Ehlena: [It only caused more tears to gather in my eyes, I knew he couldn’t promise what he personally could not guarantee. The honesty stung but I had to accept it. At some point. Right now it still wasn’t possible, the ceremony held for him still fresh in my memories and part of the reason I could not sleep. Dropping my head all the fight I had left left me quickly. I honestly wanted to know how Wrath continued to do this. Live without the one person by his side he wanted there more than anything. I remember the answer he gave that night felt like it had just happened, not the time that had already passed.
Moment to moment seemed an impossible task, bringing my gaze back to the face of my king, and also in this point in time a friend that I knew I needed.] I tried going back home the other night, I can’t…. that is not my home without him there. Rehv has possibly without realizing it made my life become something that would never be the same without him. [My voice broke at the end of the sentence, finally saying what I had been avoiding. My life was going to now be without him. No small task because he was and still is the only male to have held my heart. To care for it like it was the greatest treasure in the world because to him I knew it really was. Even as he made sure my scent was always mixed with his.]
I can’t sleep, I’m barely able to function without having thoughts of him. No one tells you that death is so close to being in love. They never leave your mind whatsoever.
Dearest Virgin Scribe, did I remember exactly how Ehlena felt. It took decades for my the manse to feel like home to me again, after Beth’s passing, and it wasn’t long after that I was remodeling in order to switch bedrooms.

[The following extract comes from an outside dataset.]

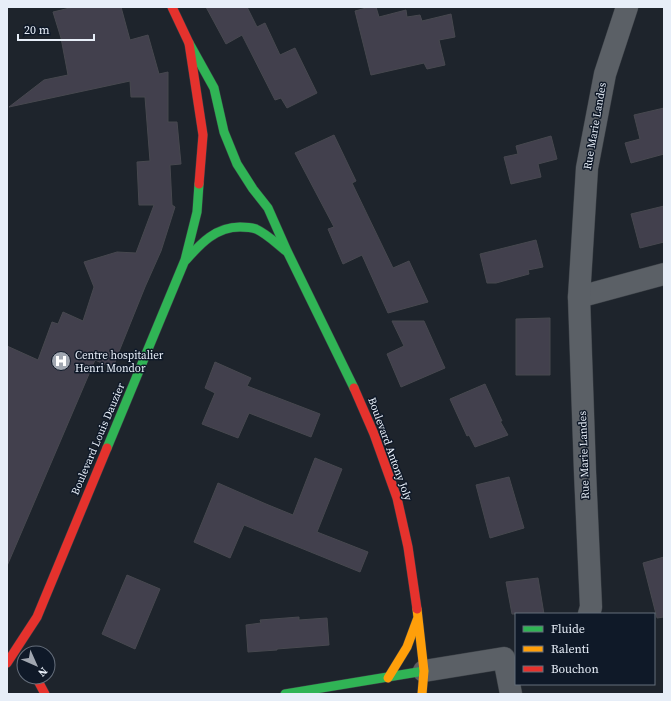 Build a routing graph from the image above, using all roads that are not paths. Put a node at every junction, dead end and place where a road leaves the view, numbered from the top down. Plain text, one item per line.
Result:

I just couldn’t live in that room all alone. She haunted me there. She still haunted me, actually. Although, it was different now. At the time, it was as if to torment me. It was my own personal plague. Now, I invite it. The times I spend alone don’t feel right if I don’t feel her presence with me.
Ehlena’s fight drained from her voice right in front of me and I could hear the transition to pain. “Ehlena, you are more than welcome to stay here, at the manse, for as long as you need. You are family to everyone under this roof. We are all here for you. Lean on us.” I paused for a second waiting for a response. When none came I continued, “Listen, if you’re worried about not being the life of the party, look around. You’re not alone. There has been a lot of loss here. No one is expecting you to be anywhere near okay. Be sad, be angry, lock yourself in your room, but stay here, with us. We are so much stronger together, and you are going to need our strength in the coming weeks.” I squeezed Ehlena’s shoulder before dropping my hand back to my side. “We got you.”
Ehlena: Wrath I am sorry. [It was the only words I could get out for a moment. Knowing that nothing was forcing me to do anything other than what I could at the time. Things were never going to be easy until we all healed emotionally as well as physically. No matter how mad I was at Wrath, Rehv and the Scribe herself I knew that wouldn't matter. Looking back up to wrath I gave him the first smile that wasn't forced since that night in his office. No he couldn't see it but there had to be a change in me he'd notice as I spoke again.]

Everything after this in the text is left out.